People who deal with arthritis are acutely aware of how this condition affects their everyday life. You might be sore while sitting, standing, or lying down, and be unable to enjoy the physical pursuits that were once a part of your life. You may also notice that your hands lack the strength and ability to perform certain tasks — opening stubborn jars, for example. Your hands may have trouble gripping your toothbrush, thus making it difficult to properly brush your teeth. Don't simply shrug off this important daily task, as doing so can be detrimental for a number of reasons. Instead, here are some options that you can pursue.

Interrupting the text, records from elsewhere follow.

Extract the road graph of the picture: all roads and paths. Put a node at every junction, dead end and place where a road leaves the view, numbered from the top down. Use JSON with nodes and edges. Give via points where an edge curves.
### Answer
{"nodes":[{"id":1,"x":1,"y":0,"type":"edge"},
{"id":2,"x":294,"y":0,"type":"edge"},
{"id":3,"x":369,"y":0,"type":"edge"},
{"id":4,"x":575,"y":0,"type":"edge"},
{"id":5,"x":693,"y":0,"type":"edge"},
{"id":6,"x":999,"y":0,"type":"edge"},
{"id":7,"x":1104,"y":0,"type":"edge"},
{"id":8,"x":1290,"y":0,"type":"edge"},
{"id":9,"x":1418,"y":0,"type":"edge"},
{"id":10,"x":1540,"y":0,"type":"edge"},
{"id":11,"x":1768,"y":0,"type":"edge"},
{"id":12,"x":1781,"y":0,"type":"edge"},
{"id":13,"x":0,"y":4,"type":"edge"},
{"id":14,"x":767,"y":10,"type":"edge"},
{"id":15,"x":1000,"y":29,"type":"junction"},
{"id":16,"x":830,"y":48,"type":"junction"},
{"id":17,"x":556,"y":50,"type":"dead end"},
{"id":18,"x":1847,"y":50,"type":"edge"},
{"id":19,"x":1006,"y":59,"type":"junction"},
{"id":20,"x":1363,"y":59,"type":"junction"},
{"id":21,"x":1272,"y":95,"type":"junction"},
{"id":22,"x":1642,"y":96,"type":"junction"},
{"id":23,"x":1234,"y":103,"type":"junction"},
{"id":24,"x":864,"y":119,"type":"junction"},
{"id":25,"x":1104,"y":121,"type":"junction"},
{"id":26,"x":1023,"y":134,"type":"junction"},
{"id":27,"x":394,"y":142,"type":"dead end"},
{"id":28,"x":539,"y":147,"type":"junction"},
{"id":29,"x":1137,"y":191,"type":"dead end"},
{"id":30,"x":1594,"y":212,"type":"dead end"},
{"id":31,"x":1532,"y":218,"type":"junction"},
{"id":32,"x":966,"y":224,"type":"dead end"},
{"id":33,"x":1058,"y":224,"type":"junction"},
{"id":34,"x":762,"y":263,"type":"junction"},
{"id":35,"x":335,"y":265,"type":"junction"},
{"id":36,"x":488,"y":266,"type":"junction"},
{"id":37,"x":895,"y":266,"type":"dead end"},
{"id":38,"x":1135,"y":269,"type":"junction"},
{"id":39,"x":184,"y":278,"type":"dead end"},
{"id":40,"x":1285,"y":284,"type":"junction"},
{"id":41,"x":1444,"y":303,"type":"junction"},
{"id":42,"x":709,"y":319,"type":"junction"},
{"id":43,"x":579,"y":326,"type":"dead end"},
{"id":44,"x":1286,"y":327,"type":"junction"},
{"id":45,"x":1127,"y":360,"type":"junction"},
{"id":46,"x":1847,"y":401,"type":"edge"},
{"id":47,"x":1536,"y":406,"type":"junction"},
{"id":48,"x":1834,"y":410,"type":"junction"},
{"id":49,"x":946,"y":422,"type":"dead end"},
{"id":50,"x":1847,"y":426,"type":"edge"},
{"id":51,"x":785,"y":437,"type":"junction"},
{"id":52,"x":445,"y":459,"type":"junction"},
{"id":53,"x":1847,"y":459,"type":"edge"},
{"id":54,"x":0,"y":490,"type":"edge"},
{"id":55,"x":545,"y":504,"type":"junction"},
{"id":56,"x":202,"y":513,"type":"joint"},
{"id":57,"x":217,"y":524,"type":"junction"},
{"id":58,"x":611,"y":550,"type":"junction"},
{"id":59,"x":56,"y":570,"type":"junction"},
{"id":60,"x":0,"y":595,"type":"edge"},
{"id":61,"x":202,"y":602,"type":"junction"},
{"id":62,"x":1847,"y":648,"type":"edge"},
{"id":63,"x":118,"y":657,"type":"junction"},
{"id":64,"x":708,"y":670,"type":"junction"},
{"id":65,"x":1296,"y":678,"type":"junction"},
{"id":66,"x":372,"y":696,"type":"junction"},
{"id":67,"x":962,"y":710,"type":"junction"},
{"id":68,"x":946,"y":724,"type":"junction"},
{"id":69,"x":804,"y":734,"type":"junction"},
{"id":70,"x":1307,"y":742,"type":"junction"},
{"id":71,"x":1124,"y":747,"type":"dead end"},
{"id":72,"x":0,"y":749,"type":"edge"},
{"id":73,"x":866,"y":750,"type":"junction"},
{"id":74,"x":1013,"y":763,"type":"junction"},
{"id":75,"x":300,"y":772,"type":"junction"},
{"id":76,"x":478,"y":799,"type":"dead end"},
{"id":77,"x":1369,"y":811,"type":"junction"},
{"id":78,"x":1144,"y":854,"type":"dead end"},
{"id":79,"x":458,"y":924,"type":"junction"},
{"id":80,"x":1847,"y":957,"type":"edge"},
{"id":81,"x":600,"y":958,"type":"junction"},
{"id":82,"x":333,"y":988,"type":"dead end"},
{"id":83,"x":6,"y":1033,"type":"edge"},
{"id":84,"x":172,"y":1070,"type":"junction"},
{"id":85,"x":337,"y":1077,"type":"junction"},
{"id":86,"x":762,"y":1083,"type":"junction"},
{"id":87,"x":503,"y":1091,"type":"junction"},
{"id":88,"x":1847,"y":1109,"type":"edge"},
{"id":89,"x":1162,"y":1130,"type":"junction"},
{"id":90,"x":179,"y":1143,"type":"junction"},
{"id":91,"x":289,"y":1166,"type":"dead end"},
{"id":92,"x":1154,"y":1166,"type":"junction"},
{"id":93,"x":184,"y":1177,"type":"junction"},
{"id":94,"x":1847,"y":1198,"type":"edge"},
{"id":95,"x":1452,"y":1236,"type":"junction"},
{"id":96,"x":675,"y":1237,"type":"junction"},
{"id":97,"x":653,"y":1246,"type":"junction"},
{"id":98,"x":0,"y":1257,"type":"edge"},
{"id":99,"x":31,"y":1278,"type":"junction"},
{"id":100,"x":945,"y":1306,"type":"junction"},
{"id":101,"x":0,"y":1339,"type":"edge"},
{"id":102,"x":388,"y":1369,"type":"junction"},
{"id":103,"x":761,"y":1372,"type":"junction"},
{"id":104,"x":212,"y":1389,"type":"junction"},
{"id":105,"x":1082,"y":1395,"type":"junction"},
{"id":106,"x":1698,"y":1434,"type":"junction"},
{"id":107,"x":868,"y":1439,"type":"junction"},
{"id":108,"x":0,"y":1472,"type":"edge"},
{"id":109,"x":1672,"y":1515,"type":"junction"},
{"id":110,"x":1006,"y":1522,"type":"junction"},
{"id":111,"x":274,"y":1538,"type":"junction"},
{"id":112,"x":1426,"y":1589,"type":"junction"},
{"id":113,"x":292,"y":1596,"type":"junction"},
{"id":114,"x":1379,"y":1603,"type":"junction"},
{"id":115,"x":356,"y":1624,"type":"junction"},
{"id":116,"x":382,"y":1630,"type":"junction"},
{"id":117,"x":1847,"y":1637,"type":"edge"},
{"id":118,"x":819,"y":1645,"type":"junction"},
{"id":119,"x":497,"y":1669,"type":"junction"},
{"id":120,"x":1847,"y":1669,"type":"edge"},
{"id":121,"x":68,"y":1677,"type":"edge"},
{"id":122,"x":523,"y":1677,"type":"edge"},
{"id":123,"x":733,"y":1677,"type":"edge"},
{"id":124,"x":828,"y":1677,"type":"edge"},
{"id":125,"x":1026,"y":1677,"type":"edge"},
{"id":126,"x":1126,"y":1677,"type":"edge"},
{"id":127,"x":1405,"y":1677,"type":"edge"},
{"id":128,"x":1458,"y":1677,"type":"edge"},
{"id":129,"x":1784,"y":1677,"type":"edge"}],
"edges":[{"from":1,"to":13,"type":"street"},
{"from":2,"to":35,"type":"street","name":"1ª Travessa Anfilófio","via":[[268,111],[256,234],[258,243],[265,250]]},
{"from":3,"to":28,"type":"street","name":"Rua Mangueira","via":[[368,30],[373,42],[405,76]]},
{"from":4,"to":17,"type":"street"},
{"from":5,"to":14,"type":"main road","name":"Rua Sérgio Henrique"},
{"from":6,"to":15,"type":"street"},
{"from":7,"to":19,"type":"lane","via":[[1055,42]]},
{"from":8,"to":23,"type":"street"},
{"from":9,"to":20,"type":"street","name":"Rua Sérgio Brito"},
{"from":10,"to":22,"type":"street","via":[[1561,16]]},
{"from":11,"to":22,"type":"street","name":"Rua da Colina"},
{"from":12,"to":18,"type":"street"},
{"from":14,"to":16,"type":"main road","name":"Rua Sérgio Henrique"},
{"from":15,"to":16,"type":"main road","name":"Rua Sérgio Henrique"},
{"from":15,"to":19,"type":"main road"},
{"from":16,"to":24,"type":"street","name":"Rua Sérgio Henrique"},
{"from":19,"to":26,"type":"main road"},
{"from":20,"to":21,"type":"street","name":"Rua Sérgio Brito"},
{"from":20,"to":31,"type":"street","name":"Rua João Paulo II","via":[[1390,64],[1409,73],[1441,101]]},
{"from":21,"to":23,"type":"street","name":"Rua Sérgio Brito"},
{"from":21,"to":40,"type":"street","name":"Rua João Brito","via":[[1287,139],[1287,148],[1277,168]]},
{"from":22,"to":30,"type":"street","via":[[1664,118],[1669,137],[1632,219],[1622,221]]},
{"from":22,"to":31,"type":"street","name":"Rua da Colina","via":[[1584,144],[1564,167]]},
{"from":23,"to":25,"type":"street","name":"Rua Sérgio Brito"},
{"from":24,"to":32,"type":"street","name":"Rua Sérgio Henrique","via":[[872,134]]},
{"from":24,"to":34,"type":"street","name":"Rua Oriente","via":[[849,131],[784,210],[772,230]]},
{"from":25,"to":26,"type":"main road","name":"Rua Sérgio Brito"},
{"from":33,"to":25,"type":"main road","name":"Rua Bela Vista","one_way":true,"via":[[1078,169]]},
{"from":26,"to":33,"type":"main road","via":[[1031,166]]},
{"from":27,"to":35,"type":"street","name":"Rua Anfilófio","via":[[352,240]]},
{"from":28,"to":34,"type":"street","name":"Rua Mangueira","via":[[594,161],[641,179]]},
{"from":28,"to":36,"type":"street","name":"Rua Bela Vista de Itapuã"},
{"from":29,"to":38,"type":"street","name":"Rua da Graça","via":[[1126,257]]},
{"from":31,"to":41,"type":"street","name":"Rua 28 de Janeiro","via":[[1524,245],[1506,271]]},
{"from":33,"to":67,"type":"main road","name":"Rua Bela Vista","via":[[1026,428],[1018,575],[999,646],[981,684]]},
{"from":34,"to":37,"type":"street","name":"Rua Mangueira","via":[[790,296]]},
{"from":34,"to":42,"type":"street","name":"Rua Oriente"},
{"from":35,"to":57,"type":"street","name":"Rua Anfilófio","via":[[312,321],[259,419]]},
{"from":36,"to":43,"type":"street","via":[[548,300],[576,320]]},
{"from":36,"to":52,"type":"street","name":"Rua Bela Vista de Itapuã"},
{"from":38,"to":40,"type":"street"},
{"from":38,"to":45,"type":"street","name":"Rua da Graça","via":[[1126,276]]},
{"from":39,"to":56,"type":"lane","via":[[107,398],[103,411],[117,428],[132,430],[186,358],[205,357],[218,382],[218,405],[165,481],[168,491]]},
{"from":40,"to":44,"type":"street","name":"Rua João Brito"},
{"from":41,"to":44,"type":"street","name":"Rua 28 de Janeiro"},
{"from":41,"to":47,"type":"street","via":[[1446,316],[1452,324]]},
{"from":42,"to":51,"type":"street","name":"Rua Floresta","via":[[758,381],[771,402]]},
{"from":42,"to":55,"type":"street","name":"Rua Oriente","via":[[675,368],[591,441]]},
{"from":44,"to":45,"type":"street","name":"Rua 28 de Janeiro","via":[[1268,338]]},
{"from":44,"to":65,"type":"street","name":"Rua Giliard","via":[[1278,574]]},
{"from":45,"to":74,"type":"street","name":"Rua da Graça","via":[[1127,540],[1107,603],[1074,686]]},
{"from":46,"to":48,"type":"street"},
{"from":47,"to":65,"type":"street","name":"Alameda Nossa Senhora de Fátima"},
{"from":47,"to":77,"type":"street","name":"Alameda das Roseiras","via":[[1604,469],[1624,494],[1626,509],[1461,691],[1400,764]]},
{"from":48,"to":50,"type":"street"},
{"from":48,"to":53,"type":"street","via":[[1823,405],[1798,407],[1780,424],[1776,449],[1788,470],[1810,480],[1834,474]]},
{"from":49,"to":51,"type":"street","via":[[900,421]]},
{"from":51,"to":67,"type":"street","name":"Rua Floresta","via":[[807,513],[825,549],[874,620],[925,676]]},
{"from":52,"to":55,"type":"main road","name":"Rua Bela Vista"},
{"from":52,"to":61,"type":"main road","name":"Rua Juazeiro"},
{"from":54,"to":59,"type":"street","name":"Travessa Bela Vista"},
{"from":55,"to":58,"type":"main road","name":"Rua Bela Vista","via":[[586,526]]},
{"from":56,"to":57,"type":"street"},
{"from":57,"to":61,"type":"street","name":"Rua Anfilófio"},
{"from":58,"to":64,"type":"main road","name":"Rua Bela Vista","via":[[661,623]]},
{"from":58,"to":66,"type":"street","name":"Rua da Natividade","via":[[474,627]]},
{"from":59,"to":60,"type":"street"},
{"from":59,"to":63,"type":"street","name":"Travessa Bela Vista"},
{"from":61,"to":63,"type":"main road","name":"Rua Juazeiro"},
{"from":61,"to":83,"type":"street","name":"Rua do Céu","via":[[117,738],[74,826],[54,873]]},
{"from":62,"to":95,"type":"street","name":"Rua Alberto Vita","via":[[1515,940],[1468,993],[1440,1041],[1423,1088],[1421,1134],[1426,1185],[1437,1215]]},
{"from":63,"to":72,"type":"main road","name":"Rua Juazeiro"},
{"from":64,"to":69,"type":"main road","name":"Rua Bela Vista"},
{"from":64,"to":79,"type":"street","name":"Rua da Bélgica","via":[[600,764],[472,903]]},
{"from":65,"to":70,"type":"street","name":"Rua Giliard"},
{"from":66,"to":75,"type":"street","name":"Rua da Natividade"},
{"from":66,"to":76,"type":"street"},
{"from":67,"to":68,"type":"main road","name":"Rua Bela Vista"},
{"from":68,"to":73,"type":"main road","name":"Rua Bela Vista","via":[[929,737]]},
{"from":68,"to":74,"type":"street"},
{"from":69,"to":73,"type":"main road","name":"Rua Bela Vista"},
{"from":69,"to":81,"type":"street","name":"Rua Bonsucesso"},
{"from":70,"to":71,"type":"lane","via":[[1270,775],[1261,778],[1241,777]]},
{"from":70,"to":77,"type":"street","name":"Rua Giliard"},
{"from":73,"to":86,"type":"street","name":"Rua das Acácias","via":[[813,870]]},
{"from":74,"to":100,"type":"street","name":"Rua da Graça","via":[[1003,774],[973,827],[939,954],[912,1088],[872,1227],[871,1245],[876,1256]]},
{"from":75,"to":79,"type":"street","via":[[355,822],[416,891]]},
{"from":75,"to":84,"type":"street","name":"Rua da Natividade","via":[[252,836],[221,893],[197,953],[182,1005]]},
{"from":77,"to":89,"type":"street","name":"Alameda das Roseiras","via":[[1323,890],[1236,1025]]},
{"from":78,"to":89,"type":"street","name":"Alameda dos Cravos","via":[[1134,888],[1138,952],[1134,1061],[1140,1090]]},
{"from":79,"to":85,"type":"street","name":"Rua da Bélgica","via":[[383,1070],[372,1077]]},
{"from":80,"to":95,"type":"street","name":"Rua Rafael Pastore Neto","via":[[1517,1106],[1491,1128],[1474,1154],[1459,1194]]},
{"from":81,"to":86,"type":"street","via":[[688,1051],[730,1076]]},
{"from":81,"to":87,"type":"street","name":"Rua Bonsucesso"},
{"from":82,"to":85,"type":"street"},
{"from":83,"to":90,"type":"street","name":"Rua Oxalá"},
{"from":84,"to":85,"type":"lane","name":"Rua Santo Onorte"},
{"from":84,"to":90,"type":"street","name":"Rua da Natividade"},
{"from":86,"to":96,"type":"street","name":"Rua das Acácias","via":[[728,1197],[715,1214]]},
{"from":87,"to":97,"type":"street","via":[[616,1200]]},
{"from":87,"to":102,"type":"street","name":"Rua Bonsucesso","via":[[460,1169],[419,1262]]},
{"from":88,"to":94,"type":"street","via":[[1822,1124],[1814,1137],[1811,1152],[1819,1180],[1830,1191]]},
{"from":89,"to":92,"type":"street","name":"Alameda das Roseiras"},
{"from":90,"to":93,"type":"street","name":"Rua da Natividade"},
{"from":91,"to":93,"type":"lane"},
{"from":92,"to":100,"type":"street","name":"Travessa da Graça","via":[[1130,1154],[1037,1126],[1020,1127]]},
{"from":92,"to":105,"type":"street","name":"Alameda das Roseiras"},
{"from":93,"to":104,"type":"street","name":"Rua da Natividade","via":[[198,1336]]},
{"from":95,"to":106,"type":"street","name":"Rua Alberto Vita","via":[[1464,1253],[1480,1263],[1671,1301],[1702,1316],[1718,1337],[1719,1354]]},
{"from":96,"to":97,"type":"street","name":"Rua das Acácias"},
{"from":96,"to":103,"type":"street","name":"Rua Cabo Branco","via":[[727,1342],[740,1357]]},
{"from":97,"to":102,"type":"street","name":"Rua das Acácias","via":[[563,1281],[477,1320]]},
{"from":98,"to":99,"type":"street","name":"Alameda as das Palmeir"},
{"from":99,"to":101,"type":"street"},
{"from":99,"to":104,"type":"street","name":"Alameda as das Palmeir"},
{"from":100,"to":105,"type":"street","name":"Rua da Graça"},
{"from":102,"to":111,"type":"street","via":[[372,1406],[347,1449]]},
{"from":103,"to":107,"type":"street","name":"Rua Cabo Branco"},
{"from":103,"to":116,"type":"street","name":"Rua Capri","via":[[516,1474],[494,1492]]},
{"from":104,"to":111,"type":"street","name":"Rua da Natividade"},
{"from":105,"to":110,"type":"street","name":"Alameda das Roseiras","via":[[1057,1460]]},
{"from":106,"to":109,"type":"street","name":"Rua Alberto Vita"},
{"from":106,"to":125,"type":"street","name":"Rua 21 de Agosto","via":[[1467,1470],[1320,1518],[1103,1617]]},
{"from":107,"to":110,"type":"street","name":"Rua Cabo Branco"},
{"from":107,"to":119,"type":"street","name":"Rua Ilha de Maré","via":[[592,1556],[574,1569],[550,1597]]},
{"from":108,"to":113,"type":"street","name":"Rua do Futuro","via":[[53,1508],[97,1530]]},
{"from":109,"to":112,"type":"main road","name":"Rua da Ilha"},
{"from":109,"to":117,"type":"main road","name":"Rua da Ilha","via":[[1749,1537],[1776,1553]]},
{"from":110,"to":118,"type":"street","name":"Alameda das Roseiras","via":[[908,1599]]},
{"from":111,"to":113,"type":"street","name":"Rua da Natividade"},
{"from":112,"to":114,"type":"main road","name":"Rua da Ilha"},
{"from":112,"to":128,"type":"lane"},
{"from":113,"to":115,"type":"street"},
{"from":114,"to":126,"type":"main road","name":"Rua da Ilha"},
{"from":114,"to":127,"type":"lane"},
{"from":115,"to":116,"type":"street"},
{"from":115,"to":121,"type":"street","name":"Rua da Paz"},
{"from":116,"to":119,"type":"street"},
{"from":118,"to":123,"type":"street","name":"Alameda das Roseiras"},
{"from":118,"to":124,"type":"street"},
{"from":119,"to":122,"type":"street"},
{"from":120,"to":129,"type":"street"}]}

Buy An Arthritis-Friendly Brush
Consult your dentist, family doctor, or pharmacist to learn about arthritis-friendly toothbrushes. There are several such products available on the market, and commonly feature a large, bulky, and sometimes circular handle. The increased handle size makes this type of toothbrush significantly easier for you to grip when you have arthritis in your hands. Some of these toothbrushes are electric, too, which can make brushing your teeth easier than having to do the task manually.
Make A Tennis Ball Brush
Many arthritis sufferers take a do-it-yourself approach to improving their ability to brush their teeth by making a tennis ball brush. Take your regular toothbrush, cut a hole in a tennis ball, and then jam the handle end of the toothbrush into the hole. You'll be left with a toothbrush with a large, circular handle, which will be easier for you to grip. When you cut the hole in the tennis ball, make sure to keep it small. The smaller the hole, the tighter it will hold your toothbrush.
Wrap Your Handle
Another method that you can use to make the brushing experience easier is to simply wrap something around the handle of your toothbrush. Doing so makes it larger, and thus easier to grip when your hands aren't as responsive as they used to be. Folding a facecloth to the right size and then having someone help you wrap it tightly around the handle of your brush, securing it at each end with a heavy elastic, is a simple task. Your toothbrush might not look very fancy, but you'll find that it's easier to grasp. Don't hesitate to discuss your arthritis with your dentist to see if he or she has different options that will help to make your ability to brush easier.